The award recognises the book that provides the most compelling and enjoyable insight into modern business issues and was presented to Amy Goldstein for Janesville: An American Story by Lionel Barber, editor of the Financial Times and chair of the panel of judges, and Dominic Barton, global managing partner of McKinsey & Company.
Goldstein saw off strong competition from a shortlist of titles that ranged in theme from gender imbalance and economic equality, to the history of the iPhone, to win the £30,000 prize.
Barber said: "Janesville is about the new industrial age and how you deal with it. I think it addresses deeply important policy issues, such as skills and retraining. But it's also a humane portrait of people and their community." Barton added: “Janesville is a deeply reported story that raises critical questions about the impact of economic disruption on communities, without offering simplistic answers. It is an American story, as the subtitle suggests, but also a truly global one.”
Janesville triumphed over a shortlist that also included The Spider Network: The Wild Story of a Maths Genius, a Gang of Backstabbing Bankers, and One of the Greatest Scams in Financial History by David Enrich (WH Allen), Adaptive Markets: Financial Evolution at the Speed of Thought by Andrew W Lo (Princeton University Press), The One Device: The Secret History of the iPhone by Brian Merchant (Bantam Press), Reset: My Fight for Inclusion and Lasting Change by Ellen Pao (Spiegel & Grau), and The Great Leveler: Violence and the History of Inequality from the Stone Age to the Twenty-First Century by Walter Scheidel (Princeton University Press).

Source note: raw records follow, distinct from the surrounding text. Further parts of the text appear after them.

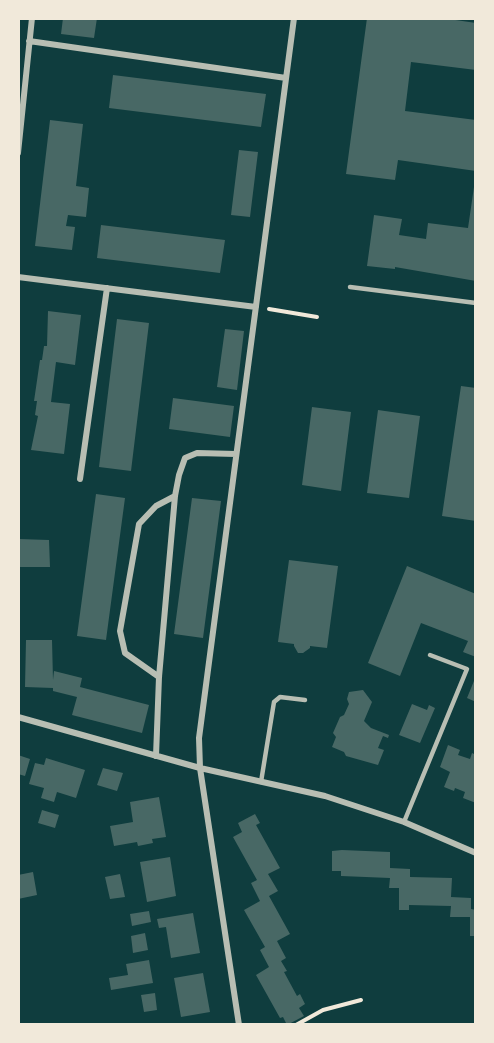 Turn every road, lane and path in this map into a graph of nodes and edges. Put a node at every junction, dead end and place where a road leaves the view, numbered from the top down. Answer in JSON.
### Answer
{"nodes":[{"id":1,"x":32,"y":18,"type":"edge"},
{"id":2,"x":294,"y":18,"type":"edge"},
{"id":3,"x":29,"y":41,"type":"junction"},
{"id":4,"x":286,"y":78,"type":"junction"},
{"id":5,"x":18,"y":153,"type":"edge"},
{"id":6,"x":18,"y":277,"type":"edge"},
{"id":7,"x":350,"y":287,"type":"dead end"},
{"id":8,"x":107,"y":288,"type":"junction"},
{"id":9,"x":476,"y":303,"type":"edge"},
{"id":10,"x":256,"y":307,"type":"junction"},
{"id":11,"x":317,"y":317,"type":"dead end"},
{"id":12,"x":236,"y":454,"type":"junction"},
{"id":13,"x":80,"y":479,"type":"dead end"},
{"id":14,"x":175,"y":496,"type":"junction"},
{"id":15,"x":430,"y":655,"type":"dead end"},
{"id":16,"x":159,"y":677,"type":"junction"},
{"id":17,"x":305,"y":700,"type":"dead end"},
{"id":18,"x":18,"y":717,"type":"edge"},
{"id":19,"x":156,"y":756,"type":"junction"},
{"id":20,"x":200,"y":768,"type":"junction"},
{"id":21,"x":261,"y":782,"type":"junction"},
{"id":22,"x":404,"y":822,"type":"junction"},
{"id":23,"x":476,"y":853,"type":"edge"},
{"id":24,"x":361,"y":1000,"type":"dead end"},
{"id":25,"x":239,"y":1025,"type":"edge"},
{"id":26,"x":297,"y":1025,"type":"edge"}],
"edges":[{"from":1,"to":3,"type":"street"},
{"from":2,"to":4,"type":"street"},
{"from":3,"to":4,"type":"street"},
{"from":3,"to":5,"type":"street"},
{"from":4,"to":10,"type":"street"},
{"from":6,"to":8,"type":"street"},
{"from":7,"to":9,"type":"lane"},
{"from":8,"to":10,"type":"street"},
{"from":8,"to":13,"type":"street"},
{"from":10,"to":11,"type":"path"},
{"from":10,"to":12,"type":"street"},
{"from":12,"to":14,"type":"street"},
{"from":12,"to":20,"type":"street"},
{"from":14,"to":16,"type":"street"},
{"from":14,"to":16,"type":"street"},
{"from":15,"to":22,"type":"lane"},
{"from":16,"to":19,"type":"street"},
{"from":17,"to":21,"type":"lane"},
{"from":18,"to":19,"type":"street"},
{"from":19,"to":20,"type":"street"},
{"from":20,"to":21,"type":"street"},
{"from":20,"to":25,"type":"street"},
{"from":21,"to":22,"type":"street"},
{"from":22,"to":23,"type":"street"},
{"from":24,"to":26,"type":"path"}]}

Each of the five runners-up received a cheque for £10,000.
The Financial Times and McKinsey & Company also announced Mehran Gul as the winner of the 2017 Bracken Bower Prize. The prize is designed to encourage young authors to tackle emerging business themes, with a focus on the challenges and opportunities presented by growth.

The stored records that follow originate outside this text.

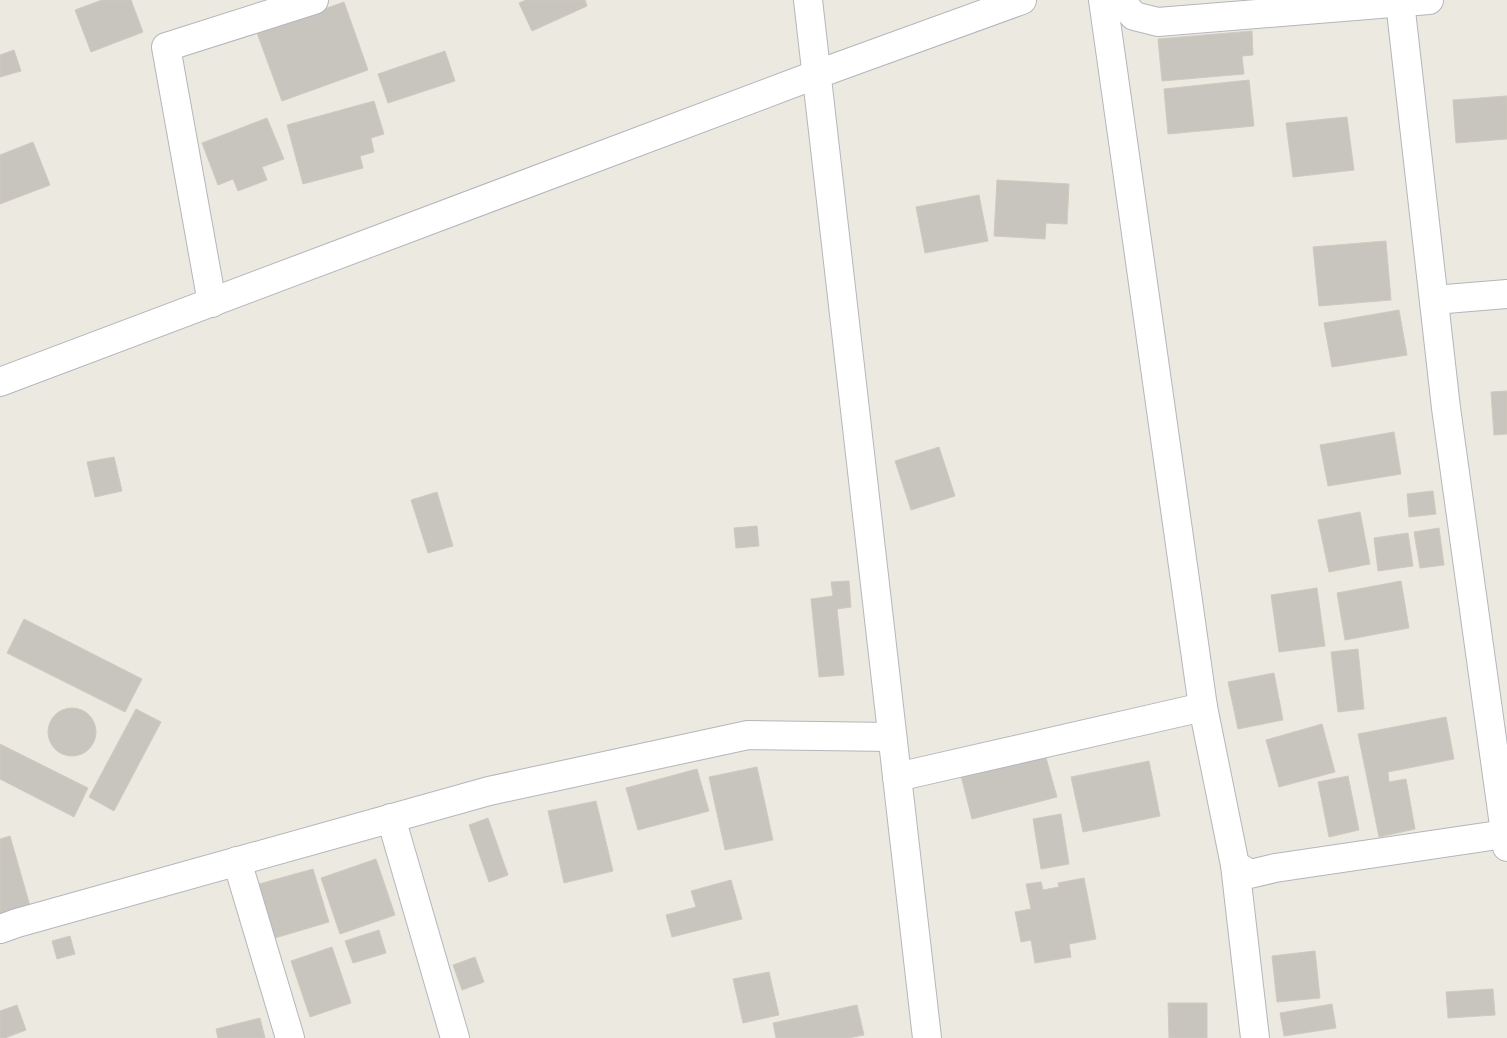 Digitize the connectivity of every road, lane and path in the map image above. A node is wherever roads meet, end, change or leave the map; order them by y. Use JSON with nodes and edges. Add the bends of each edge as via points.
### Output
{"nodes":[{"id":1,"x":314,"y":0,"type":"edge"},
{"id":2,"x":808,"y":0,"type":"edge"},
{"id":3,"x":1022,"y":0,"type":"edge"},
{"id":4,"x":1103,"y":0,"type":"edge"},
{"id":5,"x":1120,"y":0,"type":"edge"},
{"id":6,"x":1429,"y":0,"type":"edge"},
{"id":7,"x":1400,"y":2,"type":"junction"},
{"id":8,"x":816,"y":75,"type":"junction"},
{"id":9,"x":1507,"y":294,"type":"edge"},
{"id":10,"x":1434,"y":300,"type":"junction"},
{"id":11,"x":212,"y":303,"type":"junction"},
{"id":12,"x":0,"y":382,"type":"edge"},
{"id":13,"x":1203,"y":707,"type":"junction"},
{"id":14,"x":892,"y":737,"type":"junction"},
{"id":15,"x":897,"y":777,"type":"junction"},
{"id":16,"x":391,"y":818,"type":"junction"},
{"id":17,"x":1506,"y":841,"type":"edge"},
{"id":18,"x":237,"y":862,"type":"junction"},
{"id":19,"x":1235,"y":865,"type":"junction"},
{"id":20,"x":0,"y":929,"type":"edge"},
{"id":21,"x":290,"y":1038,"type":"edge"},
{"id":22,"x":455,"y":1038,"type":"edge"},
{"id":23,"x":927,"y":1038,"type":"edge"},
{"id":24,"x":1255,"y":1038,"type":"edge"}],
"edges":[{"from":1,"to":11,"type":"street","via":[[166,47]]},
{"from":2,"to":8,"type":"street"},
{"from":3,"to":8,"type":"street"},
{"from":4,"to":13,"type":"street"},
{"from":5,"to":7,"type":"street","via":[[1134,16],[1158,22]]},
{"from":6,"to":7,"type":"street"},
{"from":7,"to":10,"type":"street"},
{"from":8,"to":11,"type":"street"},
{"from":8,"to":14,"type":"street"},
{"from":9,"to":10,"type":"street"},
{"from":10,"to":17,"type":"street"},
{"from":11,"to":12,"type":"street"},
{"from":13,"to":15,"type":"street"},
{"from":13,"to":19,"type":"street"},
{"from":14,"to":15,"type":"street"},
{"from":14,"to":16,"type":"street","via":[[748,735],[489,790]]},
{"from":15,"to":23,"type":"street"},
{"from":16,"to":18,"type":"street"},
{"from":16,"to":22,"type":"street"},
{"from":17,"to":19,"type":"street","via":[[1284,866],[1250,874]]},
{"from":18,"to":20,"type":"street"},
{"from":18,"to":21,"type":"street"},
{"from":19,"to":24,"type":"street"}]}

Gul was awarded £15,000 for his book proposal, "The New Geography of Innovation", which examines the rise of new start-up ecosystems around the world and how the highly valued unicorns they are producing are changing the geography of innovation and the economic landscape of the world.
The judges said: "We received submissions from many talented young people, and the shortlist was a very impressive line-up. There were some really strong proposals, so much so that we faced an incredibly difficult choice in choosing a winner."